Collider and satellite searches for dark matter
If WIMPs comprise dark matter, high-energy collisions may also shed light on their nature. Both the Tevatron and the Large Hadron Collider (LHC) may be able to produce WIMPs by colliding protons and antiprotons or protons and protons at energies high enough to fuse the quarks inside those particles into WIMPs. Teams at both the Tevatron and LHC will continue sifting through vast amounts of data, hoping to find evidence of WIMPs in their detectors.
Figure 18: NASA's Fermi Gamma-ray Space Telescope has spotted an excess of normal matter particles that may have arisen when WIMPs annihilated each other.

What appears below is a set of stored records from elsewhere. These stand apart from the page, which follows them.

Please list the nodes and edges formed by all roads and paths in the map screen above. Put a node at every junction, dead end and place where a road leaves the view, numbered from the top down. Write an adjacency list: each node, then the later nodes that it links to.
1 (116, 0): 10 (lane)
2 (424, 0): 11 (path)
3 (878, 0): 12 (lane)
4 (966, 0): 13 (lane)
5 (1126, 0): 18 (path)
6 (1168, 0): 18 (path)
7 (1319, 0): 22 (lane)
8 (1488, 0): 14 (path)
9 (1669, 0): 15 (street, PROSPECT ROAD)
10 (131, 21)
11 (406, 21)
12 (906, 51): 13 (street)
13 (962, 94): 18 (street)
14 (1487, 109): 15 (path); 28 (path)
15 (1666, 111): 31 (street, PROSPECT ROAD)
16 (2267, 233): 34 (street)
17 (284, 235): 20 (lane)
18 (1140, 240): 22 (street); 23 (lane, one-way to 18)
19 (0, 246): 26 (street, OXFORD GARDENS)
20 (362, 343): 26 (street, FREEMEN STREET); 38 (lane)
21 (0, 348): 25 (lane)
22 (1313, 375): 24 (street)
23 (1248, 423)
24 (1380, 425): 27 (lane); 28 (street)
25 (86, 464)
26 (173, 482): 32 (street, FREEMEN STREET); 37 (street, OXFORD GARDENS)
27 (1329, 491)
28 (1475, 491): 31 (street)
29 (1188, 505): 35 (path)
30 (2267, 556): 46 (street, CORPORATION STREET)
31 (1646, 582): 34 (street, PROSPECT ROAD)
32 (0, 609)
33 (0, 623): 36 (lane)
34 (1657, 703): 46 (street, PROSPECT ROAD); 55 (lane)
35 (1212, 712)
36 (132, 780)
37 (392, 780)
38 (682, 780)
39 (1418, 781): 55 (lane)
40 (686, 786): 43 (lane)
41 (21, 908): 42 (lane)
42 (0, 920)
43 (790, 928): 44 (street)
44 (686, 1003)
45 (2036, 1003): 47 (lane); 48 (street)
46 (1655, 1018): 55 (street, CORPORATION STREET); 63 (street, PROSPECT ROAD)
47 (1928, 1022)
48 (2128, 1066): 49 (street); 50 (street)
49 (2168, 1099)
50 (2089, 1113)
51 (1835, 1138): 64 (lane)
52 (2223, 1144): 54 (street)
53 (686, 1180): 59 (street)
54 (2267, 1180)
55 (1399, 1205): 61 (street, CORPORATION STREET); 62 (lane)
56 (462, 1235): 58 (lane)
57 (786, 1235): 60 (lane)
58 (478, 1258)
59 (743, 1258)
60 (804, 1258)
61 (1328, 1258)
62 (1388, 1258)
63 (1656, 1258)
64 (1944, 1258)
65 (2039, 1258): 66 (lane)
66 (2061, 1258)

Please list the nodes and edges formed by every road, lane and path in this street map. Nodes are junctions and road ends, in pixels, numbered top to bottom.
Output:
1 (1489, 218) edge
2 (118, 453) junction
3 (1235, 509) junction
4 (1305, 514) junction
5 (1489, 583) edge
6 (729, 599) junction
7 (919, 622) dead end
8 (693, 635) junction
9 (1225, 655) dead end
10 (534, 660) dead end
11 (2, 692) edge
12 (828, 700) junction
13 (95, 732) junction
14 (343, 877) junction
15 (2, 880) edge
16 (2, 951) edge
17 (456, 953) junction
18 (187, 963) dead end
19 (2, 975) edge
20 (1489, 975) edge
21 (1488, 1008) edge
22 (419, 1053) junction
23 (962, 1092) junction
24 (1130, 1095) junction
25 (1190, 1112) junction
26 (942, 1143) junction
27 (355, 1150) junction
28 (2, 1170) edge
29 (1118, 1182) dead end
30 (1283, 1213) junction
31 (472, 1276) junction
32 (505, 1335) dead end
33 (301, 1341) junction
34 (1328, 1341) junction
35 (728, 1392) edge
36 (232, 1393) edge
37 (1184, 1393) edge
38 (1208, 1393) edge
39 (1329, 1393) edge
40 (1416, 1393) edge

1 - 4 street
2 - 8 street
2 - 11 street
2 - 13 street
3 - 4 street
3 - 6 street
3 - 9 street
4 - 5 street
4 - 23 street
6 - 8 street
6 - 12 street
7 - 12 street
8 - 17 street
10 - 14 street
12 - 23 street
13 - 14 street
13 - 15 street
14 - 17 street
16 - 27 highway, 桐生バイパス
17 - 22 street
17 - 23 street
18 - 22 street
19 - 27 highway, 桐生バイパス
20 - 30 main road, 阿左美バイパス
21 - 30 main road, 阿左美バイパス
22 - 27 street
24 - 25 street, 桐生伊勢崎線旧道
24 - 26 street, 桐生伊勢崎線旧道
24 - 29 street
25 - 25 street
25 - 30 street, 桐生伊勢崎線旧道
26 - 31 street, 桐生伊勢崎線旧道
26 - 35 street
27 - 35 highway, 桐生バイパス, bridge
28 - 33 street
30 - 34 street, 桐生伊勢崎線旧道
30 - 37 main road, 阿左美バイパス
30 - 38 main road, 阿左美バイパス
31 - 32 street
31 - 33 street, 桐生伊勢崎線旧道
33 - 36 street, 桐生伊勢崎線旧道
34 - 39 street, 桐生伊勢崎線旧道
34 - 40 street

Source: © NASA/Fermi Gamma-ray Space Telescope. More info
Finally, it may be that WIMP dark matter particles annihilate each other in the galaxy to produce extra amounts of normal matter (such as protons, electrons, antiprotons, positrons, neutrinos, or gamma rays), which could be detected from Earth or in space-borne experiments. Separating these extra normal particles from cosmic rays is difficult. But in the last year, two satellite experiments may have observed some hints of dark matter. NASA's Fermi Gamma-ray Space Telescope, launched in 2008, discovered evidence of more high-energy electrons and their antimatter positrons than anticipated. The excess could stem from WIMP annihilations. About the same time, the European Payload for Antimatter Matter Exploration and Light-nuclei Astrophysics (PAMELA) satellite, launched in 2006, detected more positrons than expected. However, it is much too early to tell whether either satellite has actually seen dark matter.